(Beginning of Input for this task)

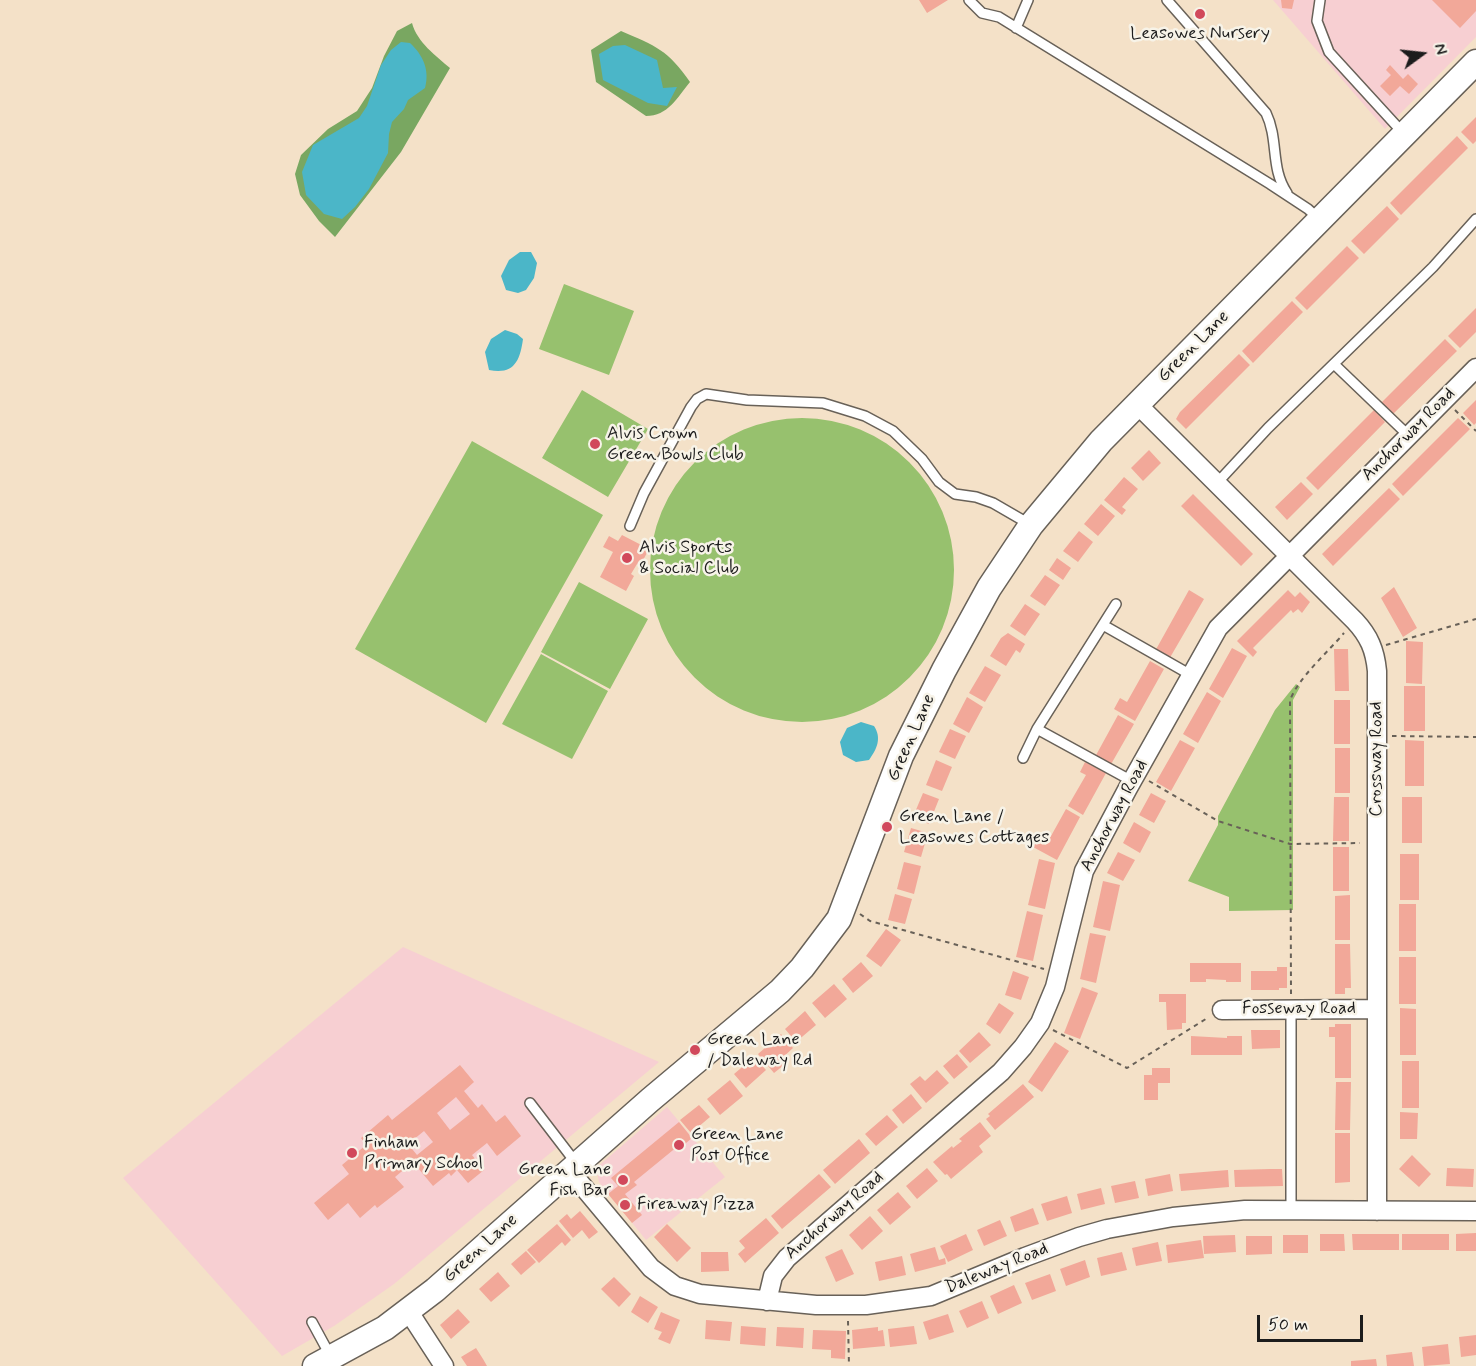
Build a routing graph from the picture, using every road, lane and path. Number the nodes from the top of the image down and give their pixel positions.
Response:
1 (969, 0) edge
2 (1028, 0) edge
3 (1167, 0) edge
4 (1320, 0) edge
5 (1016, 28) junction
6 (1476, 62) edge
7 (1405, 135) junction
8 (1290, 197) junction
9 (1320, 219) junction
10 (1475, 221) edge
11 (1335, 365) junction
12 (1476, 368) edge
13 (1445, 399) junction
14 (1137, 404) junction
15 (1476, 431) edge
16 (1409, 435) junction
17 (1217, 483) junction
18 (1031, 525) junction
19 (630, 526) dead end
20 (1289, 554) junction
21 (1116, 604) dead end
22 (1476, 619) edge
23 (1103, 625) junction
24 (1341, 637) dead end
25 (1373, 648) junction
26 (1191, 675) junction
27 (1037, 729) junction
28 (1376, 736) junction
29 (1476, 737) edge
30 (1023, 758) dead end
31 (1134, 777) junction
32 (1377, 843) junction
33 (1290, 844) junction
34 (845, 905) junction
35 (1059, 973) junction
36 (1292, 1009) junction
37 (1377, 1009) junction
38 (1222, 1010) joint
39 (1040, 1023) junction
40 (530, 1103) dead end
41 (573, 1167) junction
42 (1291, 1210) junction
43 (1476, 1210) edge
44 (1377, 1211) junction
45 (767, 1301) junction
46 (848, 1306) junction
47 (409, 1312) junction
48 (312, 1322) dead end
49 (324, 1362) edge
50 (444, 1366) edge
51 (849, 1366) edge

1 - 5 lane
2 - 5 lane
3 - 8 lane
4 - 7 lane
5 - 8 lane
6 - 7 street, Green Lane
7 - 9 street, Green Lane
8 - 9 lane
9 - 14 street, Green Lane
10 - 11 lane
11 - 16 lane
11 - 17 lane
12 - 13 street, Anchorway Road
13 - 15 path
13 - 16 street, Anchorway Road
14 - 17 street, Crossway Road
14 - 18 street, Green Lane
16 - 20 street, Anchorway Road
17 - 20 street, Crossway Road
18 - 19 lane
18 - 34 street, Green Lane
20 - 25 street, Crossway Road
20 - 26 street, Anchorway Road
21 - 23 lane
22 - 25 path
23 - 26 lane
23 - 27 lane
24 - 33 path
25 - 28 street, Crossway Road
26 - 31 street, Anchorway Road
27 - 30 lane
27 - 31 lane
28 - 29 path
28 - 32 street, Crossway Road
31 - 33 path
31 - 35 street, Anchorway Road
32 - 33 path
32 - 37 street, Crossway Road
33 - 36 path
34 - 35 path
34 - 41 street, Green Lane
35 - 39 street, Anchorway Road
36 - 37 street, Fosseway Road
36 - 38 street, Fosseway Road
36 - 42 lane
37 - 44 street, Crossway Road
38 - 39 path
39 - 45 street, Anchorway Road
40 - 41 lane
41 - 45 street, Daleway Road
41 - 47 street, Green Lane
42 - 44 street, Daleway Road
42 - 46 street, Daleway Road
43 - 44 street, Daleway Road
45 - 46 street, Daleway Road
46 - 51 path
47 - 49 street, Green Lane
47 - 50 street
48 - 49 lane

(End of Input for this task)
(Beginning of Input for this task)

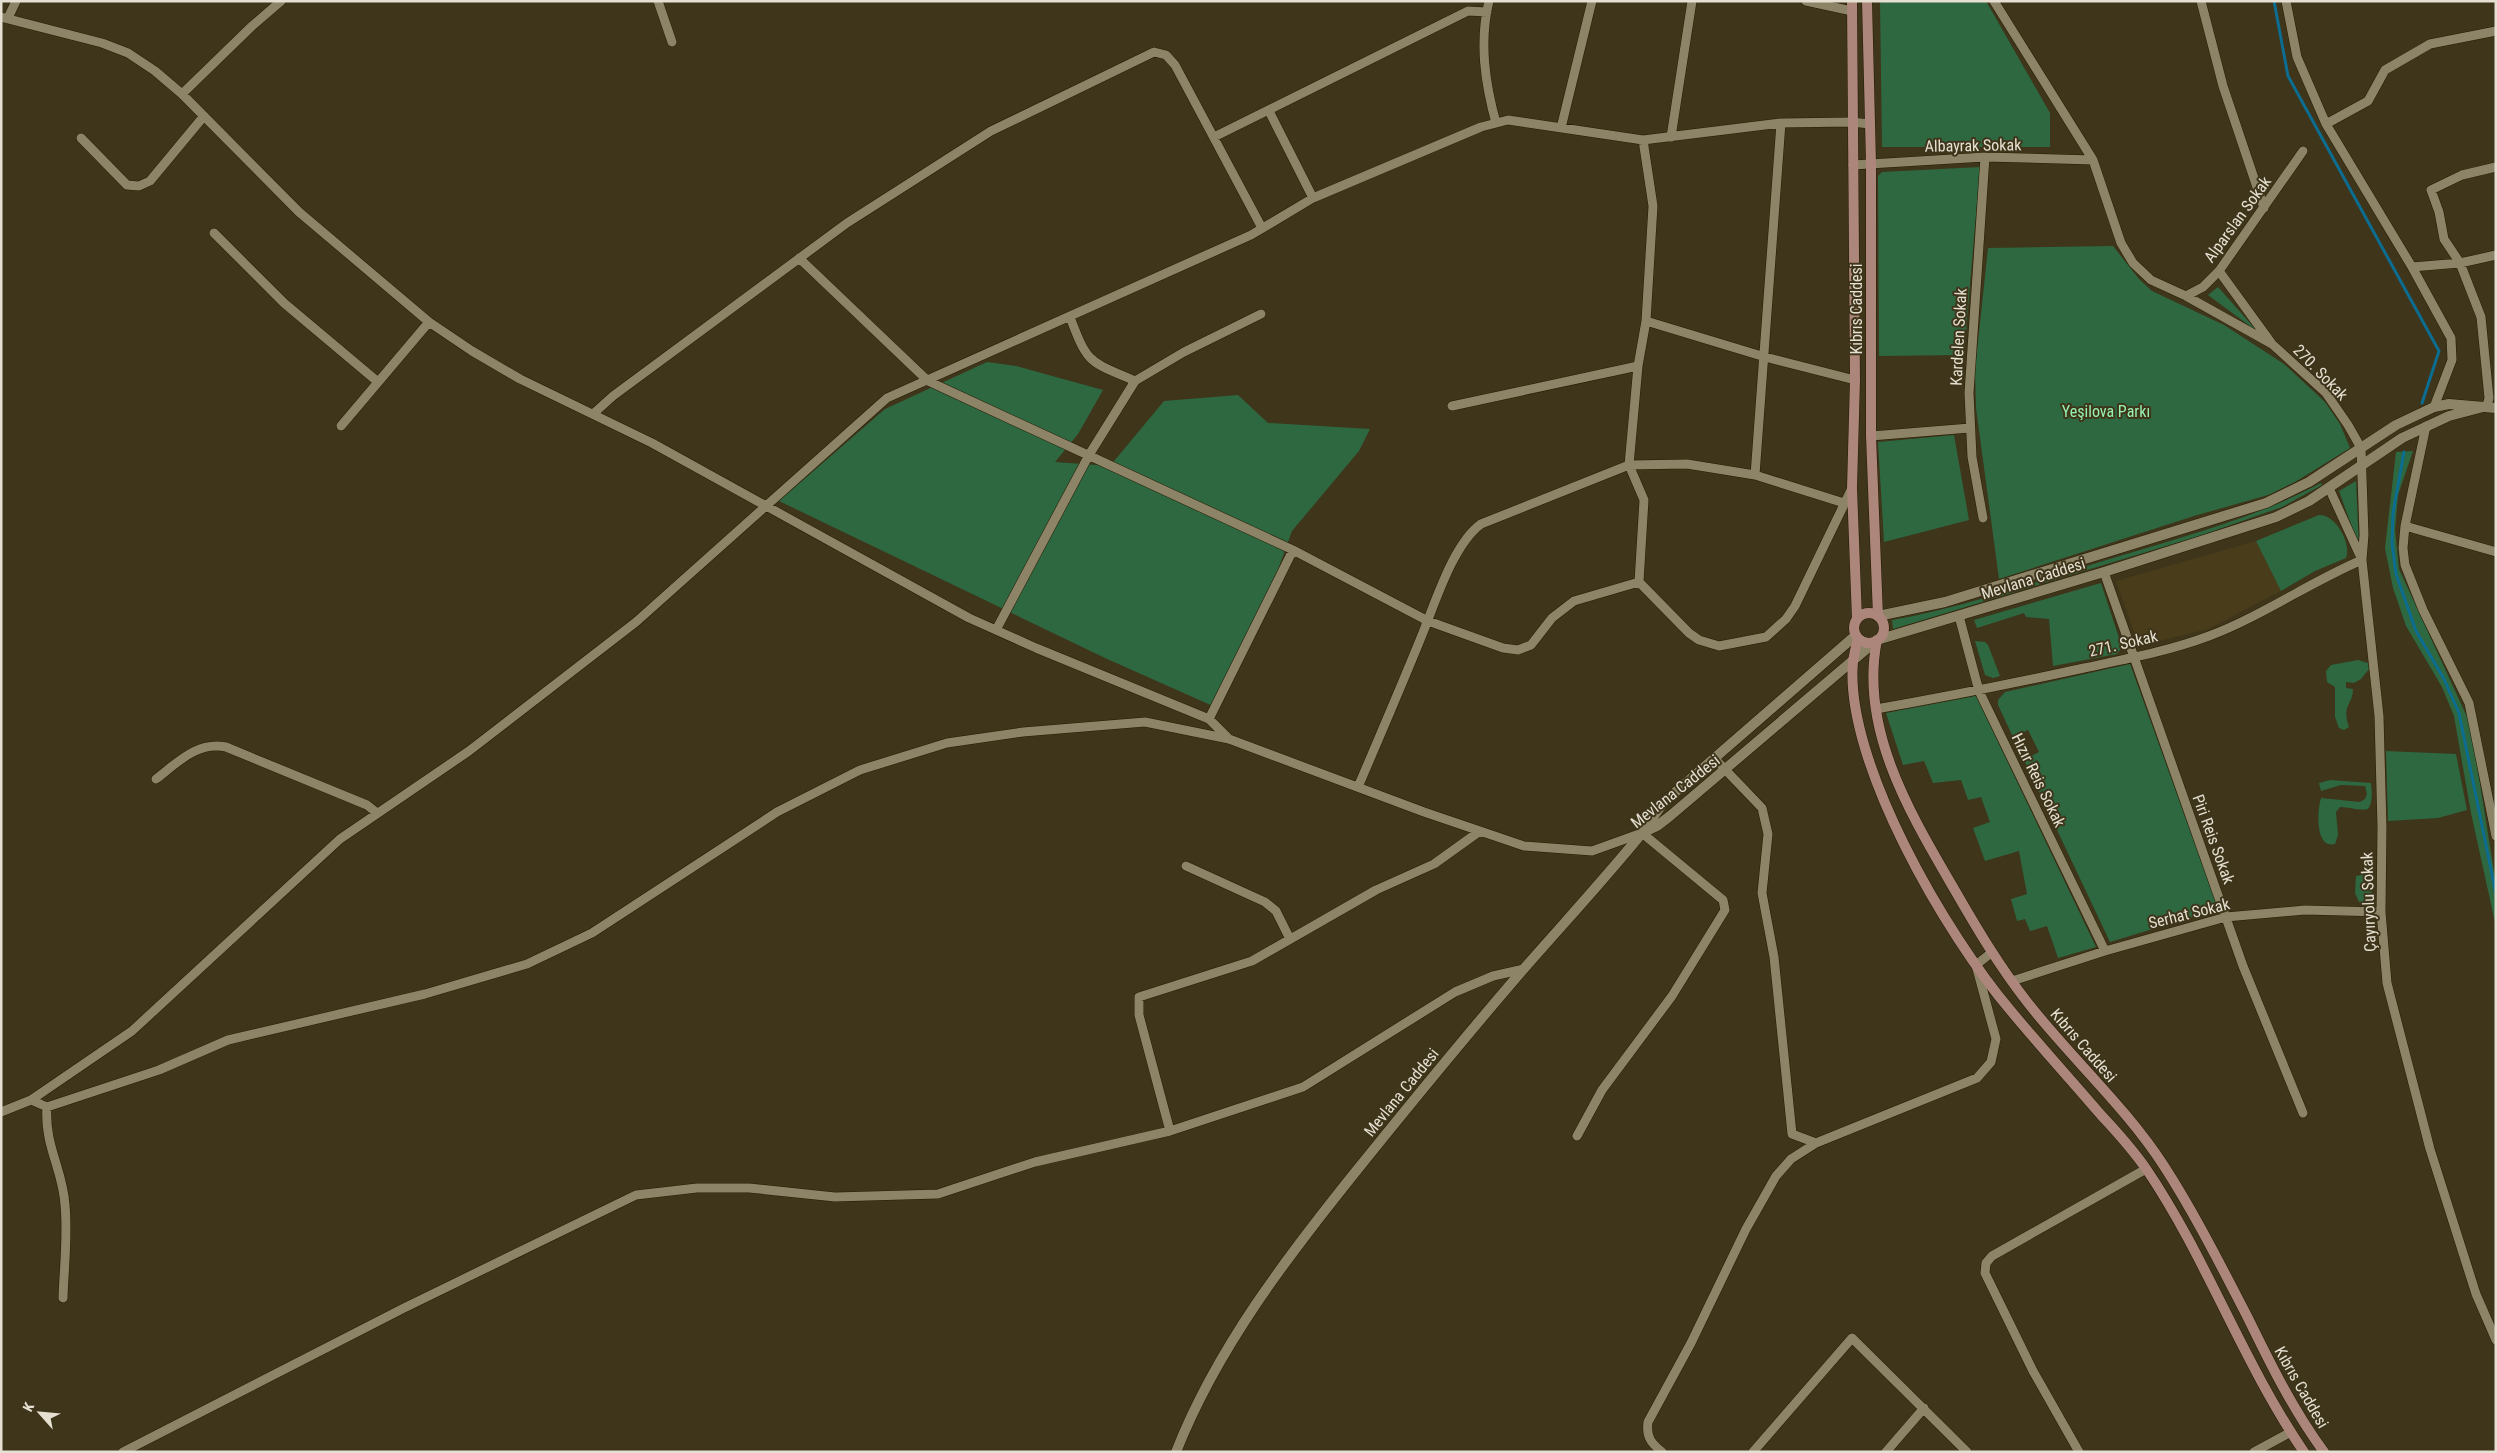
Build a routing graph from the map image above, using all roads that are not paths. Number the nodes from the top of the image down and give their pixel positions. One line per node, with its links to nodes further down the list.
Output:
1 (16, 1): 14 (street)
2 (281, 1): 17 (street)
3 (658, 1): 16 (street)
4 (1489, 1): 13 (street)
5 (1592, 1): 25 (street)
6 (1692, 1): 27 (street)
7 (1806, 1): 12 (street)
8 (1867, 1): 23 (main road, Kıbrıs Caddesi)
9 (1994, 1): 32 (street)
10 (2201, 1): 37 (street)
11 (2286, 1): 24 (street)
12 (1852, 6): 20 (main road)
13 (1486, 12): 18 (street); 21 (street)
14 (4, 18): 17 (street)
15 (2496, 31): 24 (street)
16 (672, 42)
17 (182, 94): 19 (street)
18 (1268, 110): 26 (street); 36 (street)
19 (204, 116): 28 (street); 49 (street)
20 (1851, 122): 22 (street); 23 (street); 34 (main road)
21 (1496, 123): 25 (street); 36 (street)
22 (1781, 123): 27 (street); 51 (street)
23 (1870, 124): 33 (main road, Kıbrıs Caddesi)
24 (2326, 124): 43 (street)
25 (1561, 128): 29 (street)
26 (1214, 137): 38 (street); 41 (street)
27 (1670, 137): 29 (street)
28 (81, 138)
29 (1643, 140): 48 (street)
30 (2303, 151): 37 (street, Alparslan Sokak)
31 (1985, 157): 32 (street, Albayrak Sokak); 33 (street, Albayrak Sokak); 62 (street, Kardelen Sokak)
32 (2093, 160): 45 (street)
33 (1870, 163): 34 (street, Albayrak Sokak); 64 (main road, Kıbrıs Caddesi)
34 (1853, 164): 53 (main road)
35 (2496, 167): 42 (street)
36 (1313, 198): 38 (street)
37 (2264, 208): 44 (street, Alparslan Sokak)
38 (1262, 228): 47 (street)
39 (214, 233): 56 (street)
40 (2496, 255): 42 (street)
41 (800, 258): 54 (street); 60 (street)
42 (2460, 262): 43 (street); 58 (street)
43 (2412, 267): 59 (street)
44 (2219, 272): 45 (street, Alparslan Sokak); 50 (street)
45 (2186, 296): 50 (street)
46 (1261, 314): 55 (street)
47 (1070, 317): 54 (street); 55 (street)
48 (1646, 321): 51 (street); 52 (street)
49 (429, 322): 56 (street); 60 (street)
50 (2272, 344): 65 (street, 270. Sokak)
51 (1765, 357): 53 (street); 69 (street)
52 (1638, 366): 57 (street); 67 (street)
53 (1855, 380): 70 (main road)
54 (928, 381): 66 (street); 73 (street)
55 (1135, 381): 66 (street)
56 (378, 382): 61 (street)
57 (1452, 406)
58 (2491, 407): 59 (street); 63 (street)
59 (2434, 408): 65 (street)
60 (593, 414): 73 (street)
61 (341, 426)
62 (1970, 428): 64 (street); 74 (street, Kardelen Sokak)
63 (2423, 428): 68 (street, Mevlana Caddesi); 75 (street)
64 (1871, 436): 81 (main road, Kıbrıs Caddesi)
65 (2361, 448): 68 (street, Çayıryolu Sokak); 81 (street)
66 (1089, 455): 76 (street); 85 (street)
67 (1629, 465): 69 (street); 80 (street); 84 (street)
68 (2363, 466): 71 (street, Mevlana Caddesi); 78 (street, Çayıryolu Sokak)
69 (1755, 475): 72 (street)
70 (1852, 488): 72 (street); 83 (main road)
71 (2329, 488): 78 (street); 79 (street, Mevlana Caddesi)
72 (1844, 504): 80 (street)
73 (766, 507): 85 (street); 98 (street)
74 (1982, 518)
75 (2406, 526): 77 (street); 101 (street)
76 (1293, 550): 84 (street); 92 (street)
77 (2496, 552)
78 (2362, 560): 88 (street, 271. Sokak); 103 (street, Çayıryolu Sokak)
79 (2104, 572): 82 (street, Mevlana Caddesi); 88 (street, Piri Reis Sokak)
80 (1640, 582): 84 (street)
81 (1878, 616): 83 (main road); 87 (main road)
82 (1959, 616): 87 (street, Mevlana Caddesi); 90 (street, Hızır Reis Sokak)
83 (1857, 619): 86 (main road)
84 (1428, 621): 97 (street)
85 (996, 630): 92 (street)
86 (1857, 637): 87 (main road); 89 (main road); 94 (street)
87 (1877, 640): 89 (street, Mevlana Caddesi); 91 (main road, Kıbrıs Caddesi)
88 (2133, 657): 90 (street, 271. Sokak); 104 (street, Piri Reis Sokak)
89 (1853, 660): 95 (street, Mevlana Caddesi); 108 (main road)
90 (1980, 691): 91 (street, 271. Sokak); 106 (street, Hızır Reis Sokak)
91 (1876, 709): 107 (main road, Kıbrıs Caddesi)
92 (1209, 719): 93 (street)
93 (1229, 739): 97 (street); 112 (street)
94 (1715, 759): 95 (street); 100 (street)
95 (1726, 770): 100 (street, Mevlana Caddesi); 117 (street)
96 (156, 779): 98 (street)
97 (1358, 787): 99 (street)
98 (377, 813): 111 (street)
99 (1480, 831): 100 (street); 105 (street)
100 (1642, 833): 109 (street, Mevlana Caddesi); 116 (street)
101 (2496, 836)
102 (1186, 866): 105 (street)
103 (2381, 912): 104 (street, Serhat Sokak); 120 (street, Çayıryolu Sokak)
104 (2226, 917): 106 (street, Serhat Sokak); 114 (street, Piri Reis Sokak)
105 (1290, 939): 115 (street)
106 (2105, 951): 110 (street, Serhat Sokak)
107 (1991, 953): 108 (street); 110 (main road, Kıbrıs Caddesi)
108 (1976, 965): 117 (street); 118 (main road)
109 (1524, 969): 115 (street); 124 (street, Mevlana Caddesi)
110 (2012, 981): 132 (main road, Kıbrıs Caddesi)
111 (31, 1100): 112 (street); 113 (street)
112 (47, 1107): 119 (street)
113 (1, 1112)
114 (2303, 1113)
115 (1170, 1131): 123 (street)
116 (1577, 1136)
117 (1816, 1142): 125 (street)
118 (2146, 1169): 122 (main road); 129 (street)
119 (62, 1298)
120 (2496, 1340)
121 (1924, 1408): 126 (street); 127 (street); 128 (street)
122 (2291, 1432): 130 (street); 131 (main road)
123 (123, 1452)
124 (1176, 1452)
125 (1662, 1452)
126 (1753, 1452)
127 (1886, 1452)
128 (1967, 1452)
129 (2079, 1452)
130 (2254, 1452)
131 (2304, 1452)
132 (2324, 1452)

(End of Input for this task)

## Work to complete
Copy each line of the data above that holds "Piri".

## Expected answer
79 (2104, 572): 82 (street, Mevlana Caddesi); 88 (street, Piri Reis Sokak)
88 (2133, 657): 90 (street, 271. Sokak); 104 (street, Piri Reis Sokak)
104 (2226, 917): 106 (street, Serhat Sokak); 114 (street, Piri Reis Sokak)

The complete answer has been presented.